There were still six winners to be announced when I was already on the plane on my way there. The minute after I got my email, it was announced on Oliver's social media. So far, there was Grim, the actual Satan worshipper, June, the hick who once told me I was going to hell via dm, Perrie, Miss Teen New York three years running, and me, the only one that fought Oliver Sykes in the comments. Long ago, I entered some silly contest in which the host posts a picture of you, and whoever's picture gets the most likes, wins. I won, and as I thanked people for voting, Oliver, someone whom I considered an idol at the time, commented calling me a joke. In attempt to remedy the situation, I replied apologizing for whatever I had done to anger him, and mentioned that I was a big fan. For the sake of brevity in the story, he made a post basically calling out everyone that was solely famous on social media, and how useless they truly are, directed entirely at me. Hence the nickname, Oliver Sucks. An update: Tragedy has struck. Natasha Evans. @Nayisforhorses. Anywhere she wasn't was idea for a trip. Her enter brand is working hard on the farm, and taking care of her horses, and being a good honest country girl, but I went to one of her parties before. It was the biggest house I'd ever been in with personal servants, hired chefs and bartenders, and they even paid a dance company to come and perform in her house. The little ranch house she claimed to spend all of her time in was over a mile away.

"Oh my god." And that was it. The end of my life. "Kylie? As in Edwards?" I looked up to see the bestiality convict standing before me.

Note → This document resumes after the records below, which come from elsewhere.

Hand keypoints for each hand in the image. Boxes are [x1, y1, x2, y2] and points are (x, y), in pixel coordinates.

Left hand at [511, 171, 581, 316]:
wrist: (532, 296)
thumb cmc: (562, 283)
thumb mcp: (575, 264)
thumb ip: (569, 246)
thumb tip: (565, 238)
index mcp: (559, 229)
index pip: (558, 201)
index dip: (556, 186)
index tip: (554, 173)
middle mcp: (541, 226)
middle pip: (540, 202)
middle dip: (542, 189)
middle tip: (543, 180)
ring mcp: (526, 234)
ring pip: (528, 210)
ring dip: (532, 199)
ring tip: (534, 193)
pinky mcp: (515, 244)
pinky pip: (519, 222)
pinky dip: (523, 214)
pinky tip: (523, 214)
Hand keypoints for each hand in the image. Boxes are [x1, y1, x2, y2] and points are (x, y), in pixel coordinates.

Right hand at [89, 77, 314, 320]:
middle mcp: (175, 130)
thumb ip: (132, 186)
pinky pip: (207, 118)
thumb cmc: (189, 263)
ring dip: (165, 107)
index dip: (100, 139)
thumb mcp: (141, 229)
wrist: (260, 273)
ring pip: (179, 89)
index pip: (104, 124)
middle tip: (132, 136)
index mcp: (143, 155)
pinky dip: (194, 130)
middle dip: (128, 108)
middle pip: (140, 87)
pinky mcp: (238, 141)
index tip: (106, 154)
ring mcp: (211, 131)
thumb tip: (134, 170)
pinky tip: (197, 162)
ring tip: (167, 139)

"Mmmmh." I groaned as I glared up at her. "Nayisforhorses right?" Her sunbleached hair, dark tan, and freckles made her story all the more believable, but I knew she used brown eyeliner to make her freckles darker and her tan came from a bottle. I had no problem with changing your appearance to fit however you wanted to look, but it was just eveerything else about her.

"Kwards right?" She crossed her arms, though still smiling. I would have posted a behind the scenes video from her party just to ruin her brand, but I signed an NDA when I walked through the door, so unless I wanted her to sue the shit out of me my hands were tied. "Didn't know you won."

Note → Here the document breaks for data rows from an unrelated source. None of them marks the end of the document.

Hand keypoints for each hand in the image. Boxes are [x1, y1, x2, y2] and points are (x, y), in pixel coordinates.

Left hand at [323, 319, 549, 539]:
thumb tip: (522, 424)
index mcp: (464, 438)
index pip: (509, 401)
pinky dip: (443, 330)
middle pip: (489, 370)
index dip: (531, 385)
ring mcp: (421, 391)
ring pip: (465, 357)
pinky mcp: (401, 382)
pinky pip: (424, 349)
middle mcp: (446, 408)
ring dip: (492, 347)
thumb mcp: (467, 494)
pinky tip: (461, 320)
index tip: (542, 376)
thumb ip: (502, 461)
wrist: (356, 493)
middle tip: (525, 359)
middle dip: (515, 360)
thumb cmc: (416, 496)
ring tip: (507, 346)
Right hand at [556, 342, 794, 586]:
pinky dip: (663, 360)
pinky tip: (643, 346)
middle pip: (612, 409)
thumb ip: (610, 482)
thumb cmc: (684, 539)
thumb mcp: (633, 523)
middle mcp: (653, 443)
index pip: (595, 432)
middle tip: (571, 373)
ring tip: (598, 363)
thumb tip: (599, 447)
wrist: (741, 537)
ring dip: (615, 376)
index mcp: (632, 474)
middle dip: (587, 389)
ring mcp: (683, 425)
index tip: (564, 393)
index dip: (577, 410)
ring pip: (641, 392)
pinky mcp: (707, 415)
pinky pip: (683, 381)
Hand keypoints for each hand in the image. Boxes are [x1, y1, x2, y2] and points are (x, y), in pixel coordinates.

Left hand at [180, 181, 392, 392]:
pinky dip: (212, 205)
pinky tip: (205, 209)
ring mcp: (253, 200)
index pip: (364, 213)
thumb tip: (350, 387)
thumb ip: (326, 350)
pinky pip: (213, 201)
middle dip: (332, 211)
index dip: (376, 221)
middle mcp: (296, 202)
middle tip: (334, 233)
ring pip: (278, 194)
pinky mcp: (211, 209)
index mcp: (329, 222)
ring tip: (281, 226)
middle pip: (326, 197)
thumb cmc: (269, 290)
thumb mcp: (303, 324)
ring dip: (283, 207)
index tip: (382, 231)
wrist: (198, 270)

"Yeah well, if you checked your Instagram feed more than your own account you probably would. Being able to read might help too."

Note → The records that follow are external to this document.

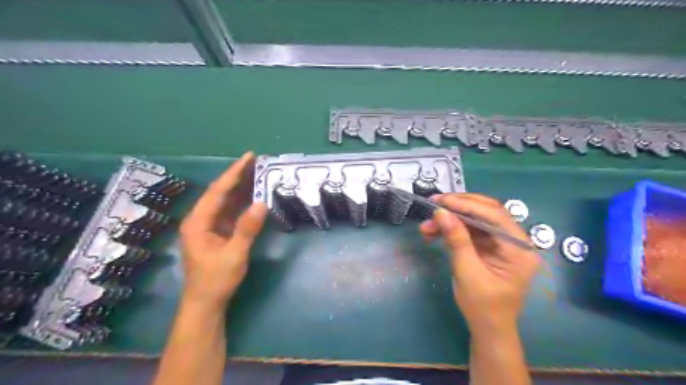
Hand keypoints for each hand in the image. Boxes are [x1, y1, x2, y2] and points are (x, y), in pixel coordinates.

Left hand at [180, 153, 266, 310]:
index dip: (233, 173)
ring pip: (224, 200)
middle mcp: (200, 220)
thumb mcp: (234, 255)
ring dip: (240, 187)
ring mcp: (208, 226)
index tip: (249, 157)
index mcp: (198, 222)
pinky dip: (241, 201)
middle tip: (255, 161)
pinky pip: (229, 211)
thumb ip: (247, 229)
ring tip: (256, 172)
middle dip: (237, 175)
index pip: (217, 191)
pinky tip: (252, 195)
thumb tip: (261, 203)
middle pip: (219, 192)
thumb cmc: (216, 280)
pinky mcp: (216, 232)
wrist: (206, 303)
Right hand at [418, 195, 541, 334]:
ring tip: (426, 226)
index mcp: (519, 249)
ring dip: (451, 219)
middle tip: (434, 204)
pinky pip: (470, 230)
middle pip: (487, 212)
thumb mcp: (467, 272)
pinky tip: (433, 232)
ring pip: (475, 219)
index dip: (467, 205)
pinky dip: (451, 229)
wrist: (487, 328)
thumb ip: (456, 240)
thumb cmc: (482, 306)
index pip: (494, 216)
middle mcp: (514, 241)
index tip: (441, 201)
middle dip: (458, 207)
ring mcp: (501, 243)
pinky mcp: (489, 246)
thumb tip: (440, 212)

"Wow, not the first time he posted about you either then, right?"

"Those in glass houses should not throw stones." I smirked.

"I don't even know what that means." She braided her long blonde hair in small sections, habitually.

"I bet you said that a lot, hm?"

"Ma'am I'm going to have to ask you to take your seat." The air hostess approached Natasha. She smirked at me before walking back up the aisle.